*** DATA FOR ANALYSIS ***
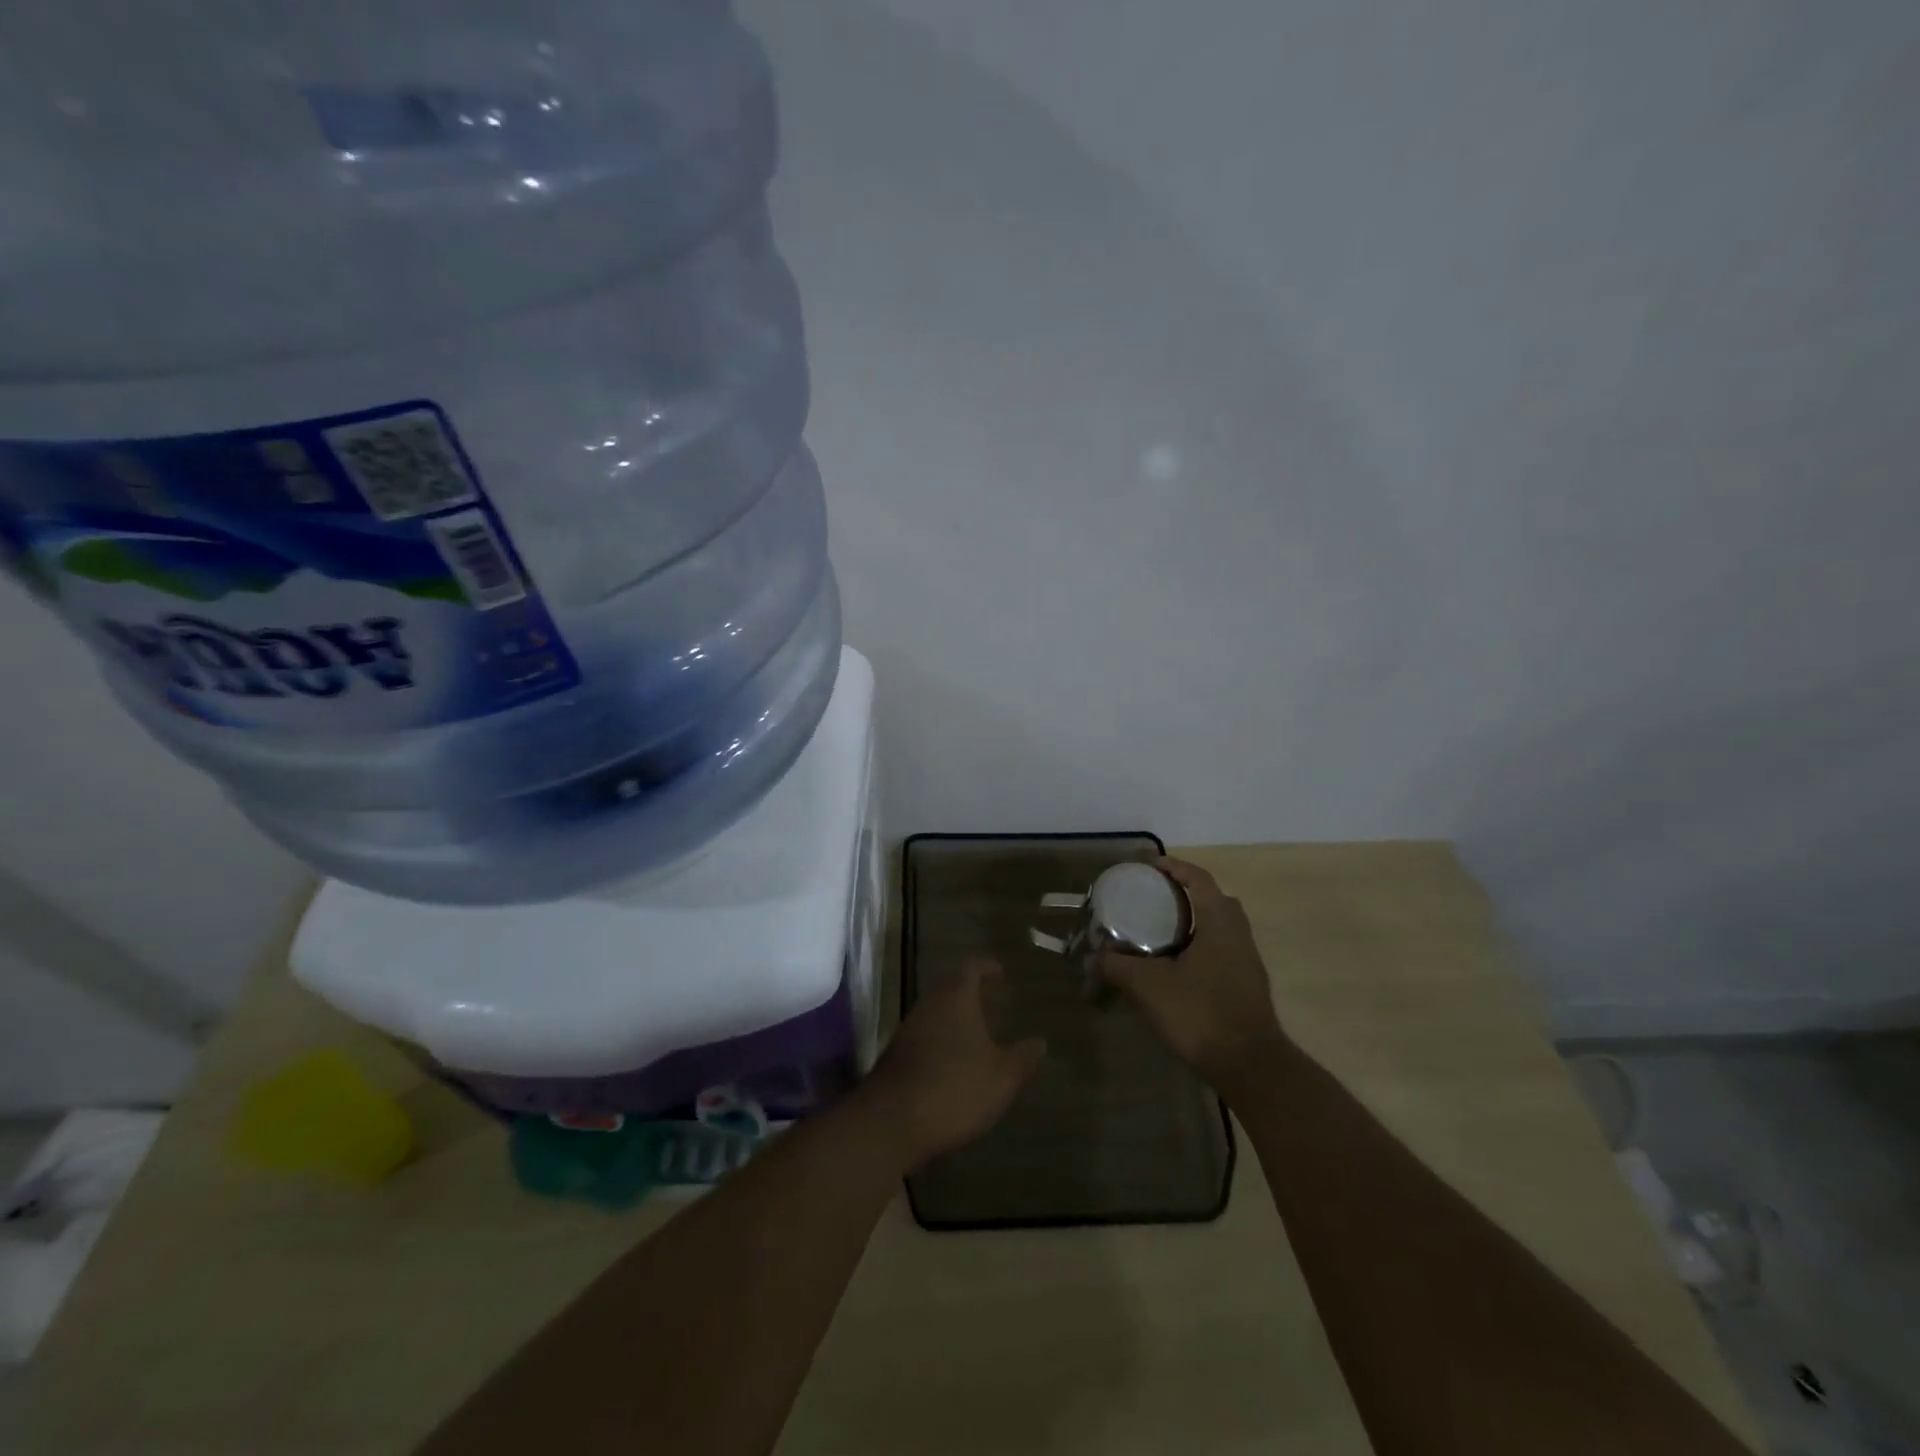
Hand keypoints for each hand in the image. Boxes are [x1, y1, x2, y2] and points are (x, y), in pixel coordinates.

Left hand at [859, 960, 1045, 1168]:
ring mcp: (909, 1029)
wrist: (893, 1121)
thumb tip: (1040, 1042)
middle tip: (990, 1000)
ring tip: (976, 1032)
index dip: (986, 966)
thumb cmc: (955, 1087)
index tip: (1000, 972)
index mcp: (956, 998)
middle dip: (969, 991)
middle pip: (949, 987)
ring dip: (954, 1017)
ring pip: (935, 1012)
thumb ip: (1023, 1058)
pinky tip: (953, 1061)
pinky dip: (941, 1040)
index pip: (971, 967)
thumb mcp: (1002, 1077)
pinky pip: (924, 1036)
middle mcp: (929, 1005)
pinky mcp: (896, 1055)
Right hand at [1098, 858, 1289, 1097]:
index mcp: (1219, 921)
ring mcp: (1246, 962)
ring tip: (1157, 934)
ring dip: (1191, 924)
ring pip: (1217, 928)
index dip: (1174, 867)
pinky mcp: (1246, 986)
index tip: (1149, 867)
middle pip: (1212, 900)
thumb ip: (1118, 966)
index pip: (1199, 878)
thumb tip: (1094, 957)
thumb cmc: (1201, 1012)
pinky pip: (1219, 951)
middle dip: (1183, 895)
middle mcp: (1238, 934)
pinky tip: (1173, 968)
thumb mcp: (1149, 986)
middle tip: (1152, 900)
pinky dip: (1197, 948)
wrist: (1250, 1066)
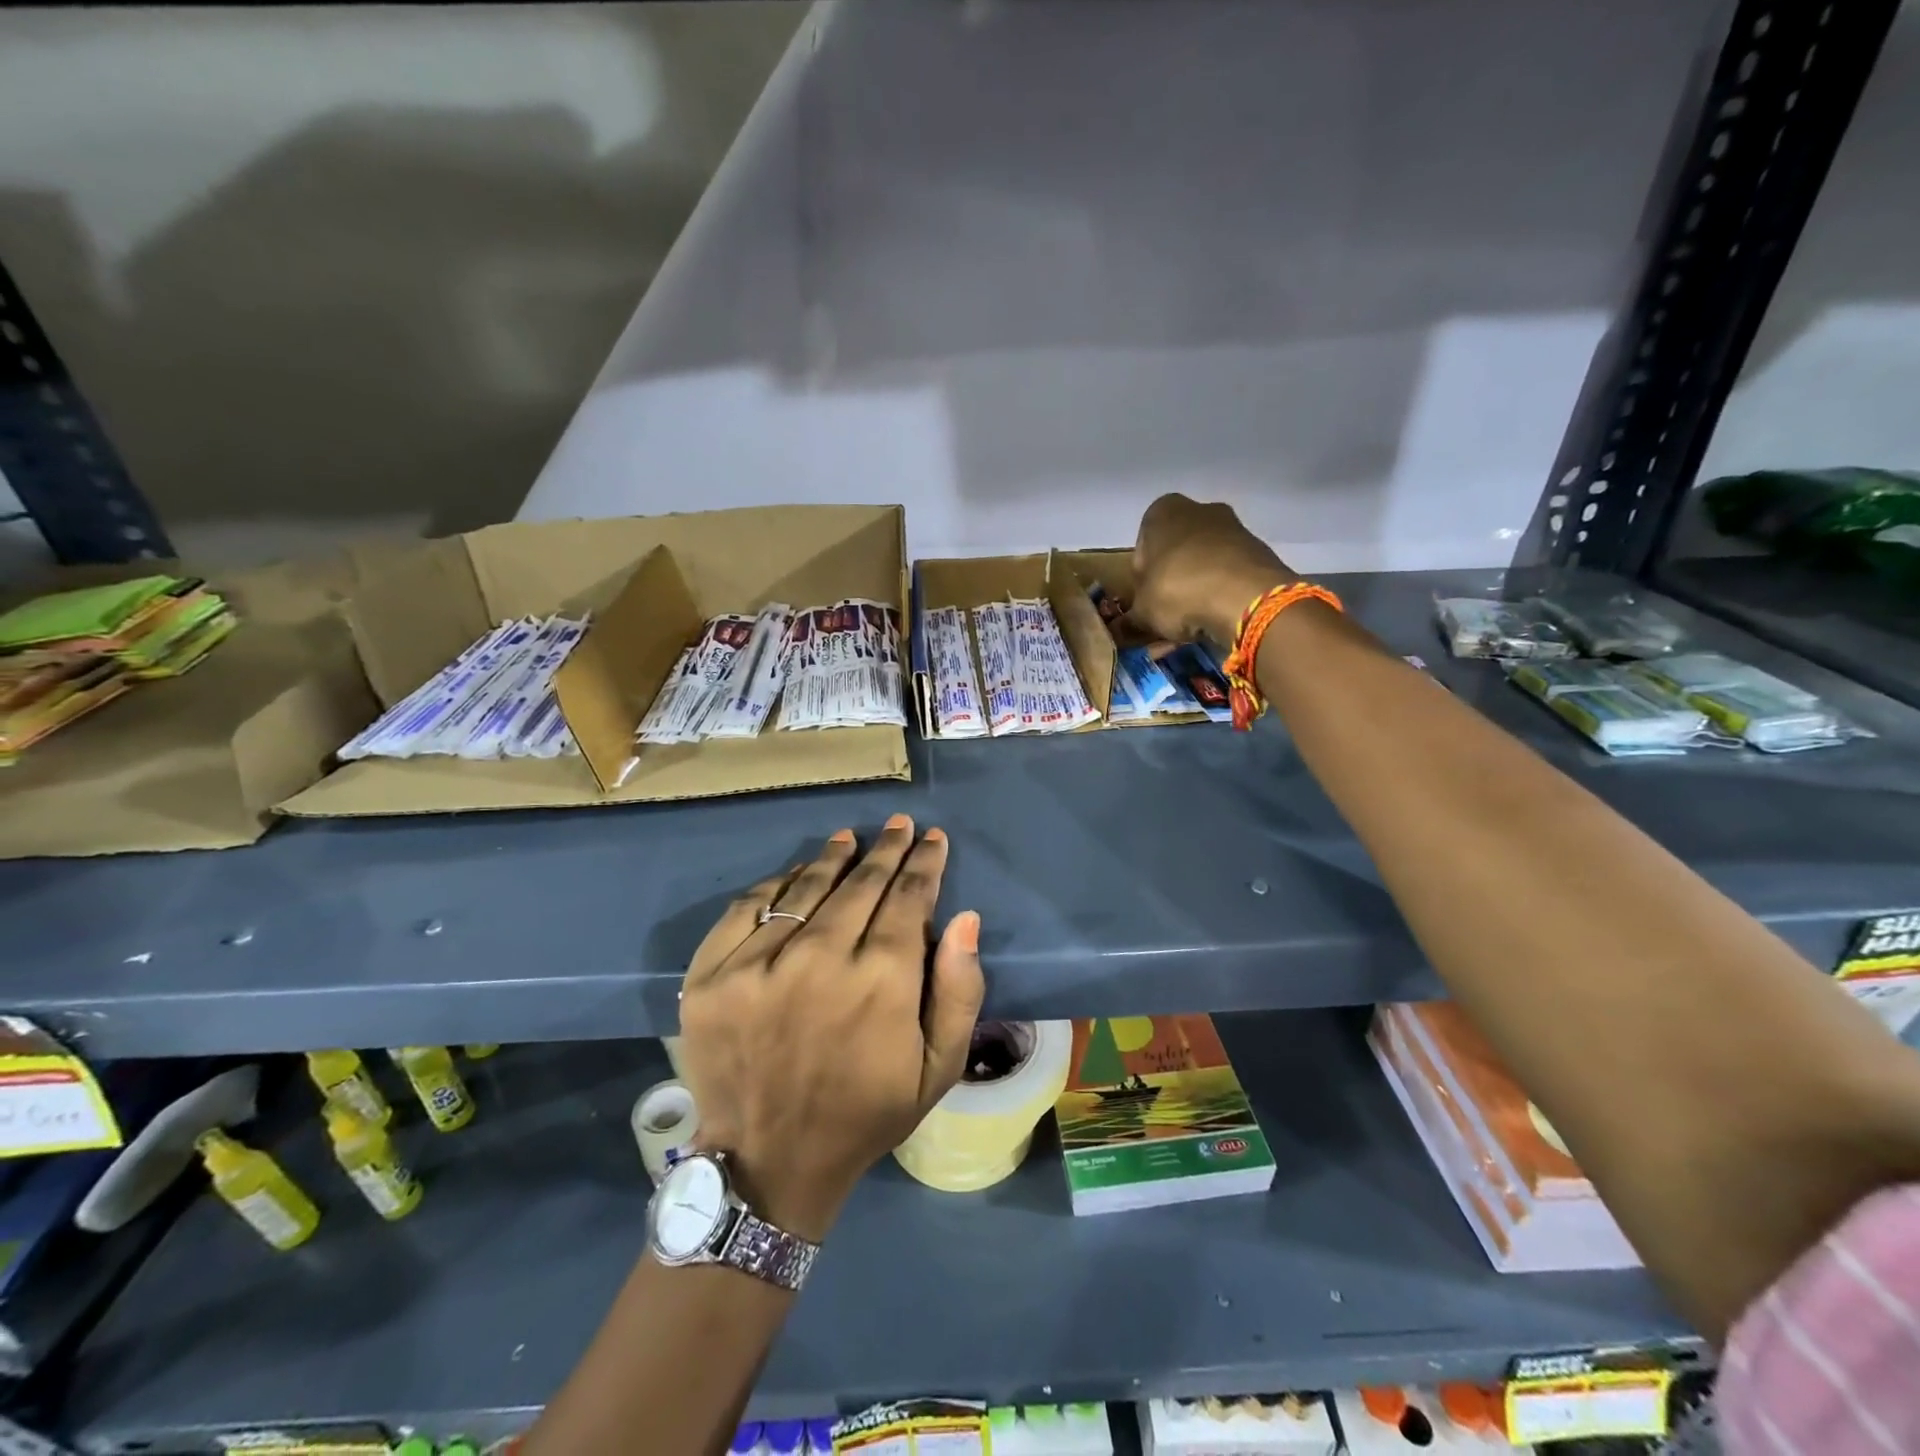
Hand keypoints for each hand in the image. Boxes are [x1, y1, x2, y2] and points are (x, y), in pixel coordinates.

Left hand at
***
= WORK REQUEST =
Every record above needs to be repeated exactly; pictures are to be left out.

= WRITTEN ANSWER =
Hand keypoints for each hand in the image. Boxes are [x1, y1, x2, y2] and points are (x, y), in pixel coordinates.

Left hand at [859, 960, 1045, 1168]:
ring mcp: (909, 1029)
wrist: (893, 1121)
thumb tip: (1040, 1042)
middle tip: (990, 1000)
ring tip: (976, 1032)
index dip: (986, 966)
thumb cmc: (955, 1087)
index tip: (1000, 972)
index mcp: (956, 998)
middle dip: (969, 991)
middle pip: (949, 987)
ring dip: (954, 1017)
ring pip: (935, 1012)
thumb ip: (1023, 1058)
pinky tip: (953, 1061)
pinky dip: (941, 1040)
index pip: (971, 967)
thumb mcp: (1002, 1077)
pinky pip: (924, 1036)
middle mcp: (929, 1005)
pinky mcp: (896, 1055)
Right hand at [1098, 858, 1289, 1097]:
index mcp: (1219, 921)
ring mcp: (1246, 962)
ring tip: (1157, 934)
ring dip: (1191, 924)
ring pip: (1217, 928)
index dip: (1174, 867)
pinky mcp: (1246, 986)
index tip: (1149, 867)
middle pip: (1212, 900)
thumb ip: (1118, 966)
index pip: (1199, 878)
thumb tip: (1094, 957)
thumb cmc: (1201, 1012)
pinky pip: (1219, 951)
middle dip: (1183, 895)
middle mcp: (1238, 934)
pinky tip: (1173, 968)
thumb mcp: (1149, 986)
middle tip: (1152, 900)
pinky dip: (1197, 948)
wrist: (1250, 1066)
Hand keypoints for each hand in the image. Boxes are [x1, y1, x2, y2] and points are (x, y), in pixel coordinates.

Left hand at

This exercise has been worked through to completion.